"[...] o inóspito, árido e descurado processo encontra-se estreitamente relacionado com as correntes espirituais dos povos e [...] as suas diversas concretizações devem ser incluídas entre os mais importantes testemunhos da cultura" (F. Klein (1902))



04/11/2016

Jurisprudência (472)


Acidentes de viação; actuação dolosa
responsabilidade das seguradoras; pedido de decisão prejudicial


O sumário de RE 16/6/2016 (46/13.9TBGLG) é o seguinte:

I - A questão de saber se as companhias de seguro são responsáveis pelas indemnizações devidas aos lesados pela circulação de veículos automóveis quando o sinistro tenha sido «dolosamente provocado» nem sempre obteve solução semelhante ao nível da jurisprudência do Supremo Tribunal de Justiça. Porém, sobretudo desde 2007, tem-se consolidado o entendimento que defende uma resposta afirmativa a tal questão.

II - Não obstante, o caso dos autos encerra uma particularidade específica: a de saber se a precedente conclusão é aplicável ao caso em que o proprietário de um veículo automóvel e tomador do seguro é o lesado por danos que lhe foram causados pelo seu próprio veículo, conduzido por um terceiro que o furtara, e que com o mesmo, de forma intencional, o atropelou.

III - Em matéria de seguro de responsabilidade civil automóvel as disposições legislativas nacionais, à luz das quais se determina a existência e extensão do direito de indemnização do lesado vítima de um acidente de viação, não podem comprometer a efectividade das disposições de Direito da União Europeia relativas a este tipo de seguro, não se podendo ignorar que a ideia fundamental subjacente à acção directa é, precisamente a garantia e a protecção do lesado.
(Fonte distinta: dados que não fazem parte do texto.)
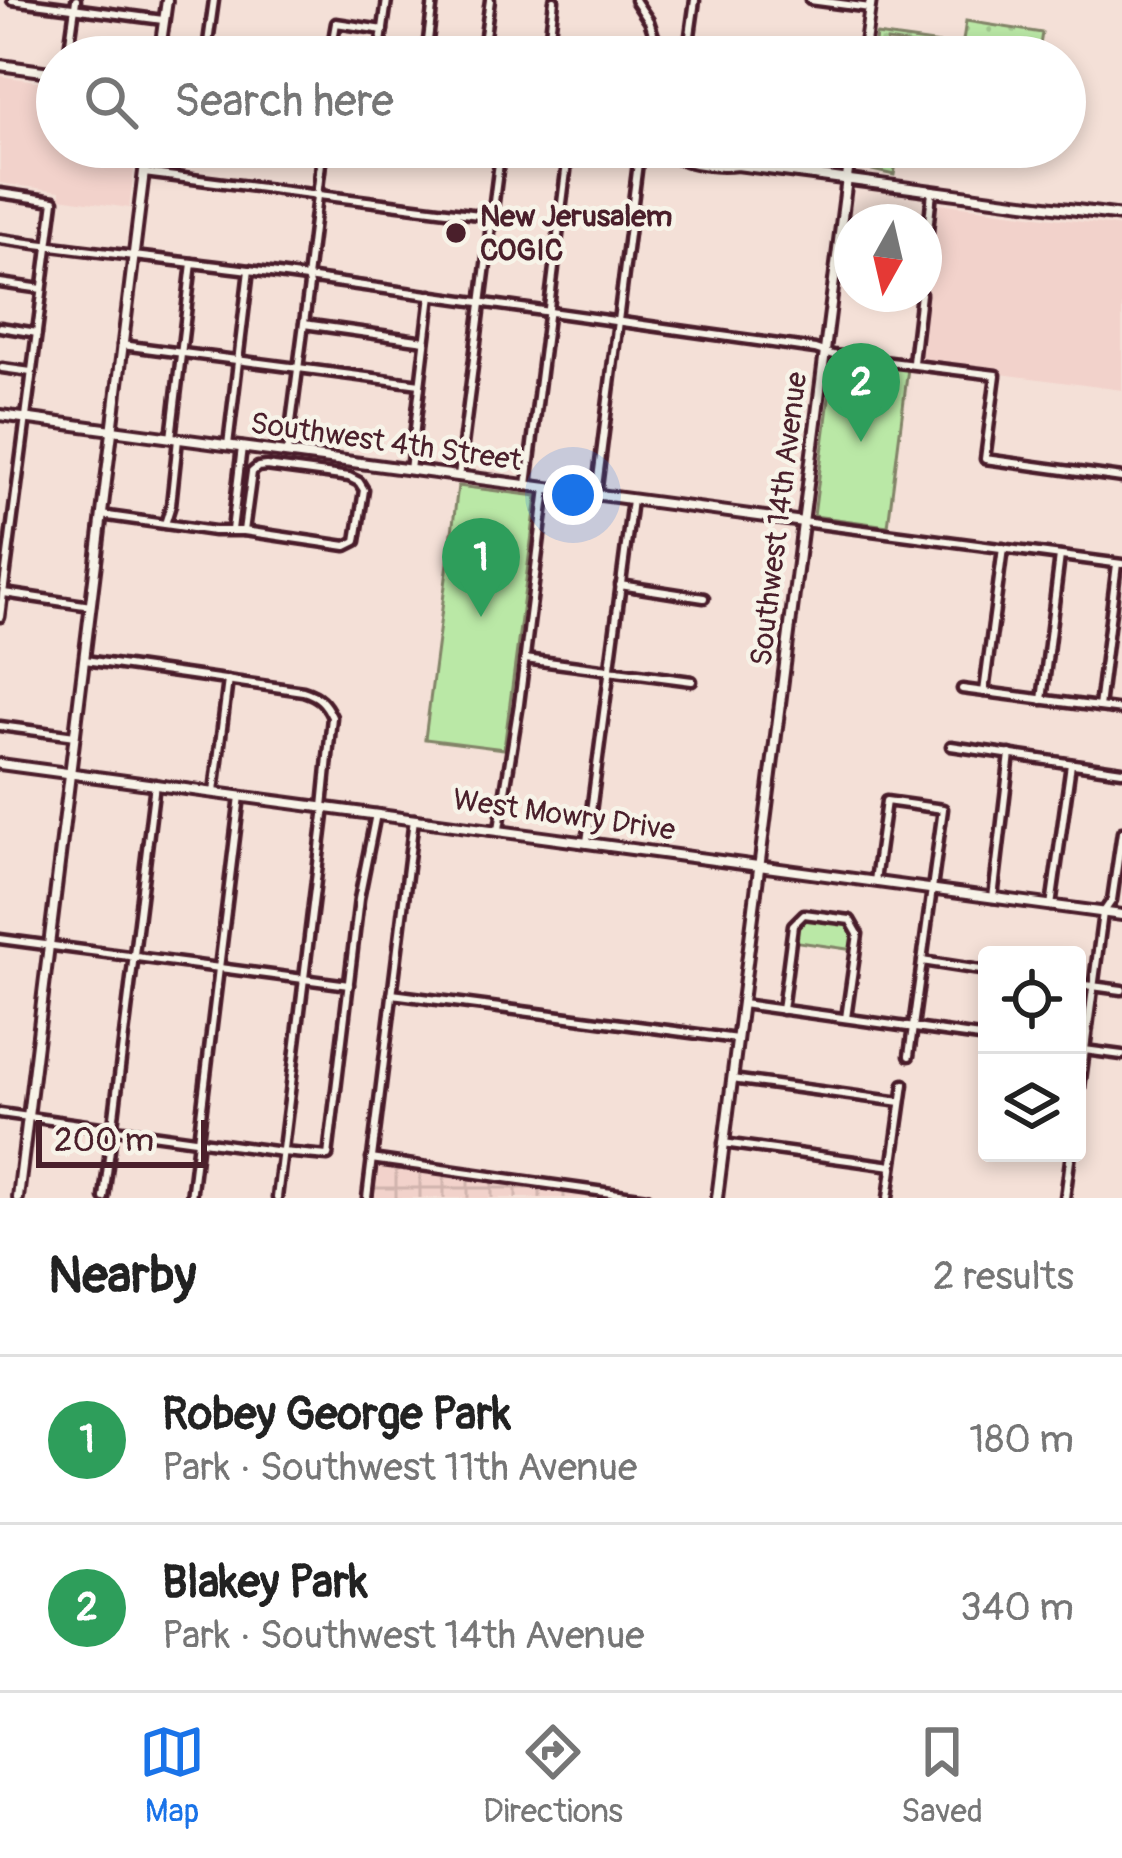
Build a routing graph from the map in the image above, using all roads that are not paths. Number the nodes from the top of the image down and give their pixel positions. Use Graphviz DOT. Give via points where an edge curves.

IV - Considerando que existem dúvidas fundadas quanto à conformidade dos artigos 14.º, n.º 2, alínea b), e 15.º, n.º 3, primeira parte do DL n.º 291/2007, de 21 de Agosto, com o direito comunitário, e que nos termos do considerando 20 da Directiva 2009/103/CE do Parlamento Europeu e do Conselho, de 16 de Setembro de 2009, «deverá ser garantido que as vítimas de acidentes de veículos automóveis recebam tratamento idêntico, independentemente dos locais da Comunidade onde ocorram os acidentes», a fim de esclarecer estas dúvidas e assegurar o respeito pelos referidos princípios do Direito da União Europeia, entende este Tribunal ser conveniente suscitar, oficiosamente, o reenvio prejudicial previsto no artigo 267.º do Tratado de Funcionamento da União Europeia, previamente à decisão de mérito da causa, relativamente à questão que seguidamente se enuncia:

Em caso de acidente de viação do qual resultaram danos corporais e materiais para um peão que foi intencionalmente atropelado pelo veículo automóvel de que era proprietário, que se encontrava a ser conduzido pelo autor do respectivo furto, o direito comunitário, designadamente os artigos 12.º, n.º 3, e 13.º, n.º 1, da Directiva 2009/103/CE, do Parlamento Europeu e do Conselho, opõe-se à exclusão pelo direito nacional de qualquer indemnização ao referido peão em virtude de o mesmo ter a qualidade de proprietário do veículo e tomador do seguro?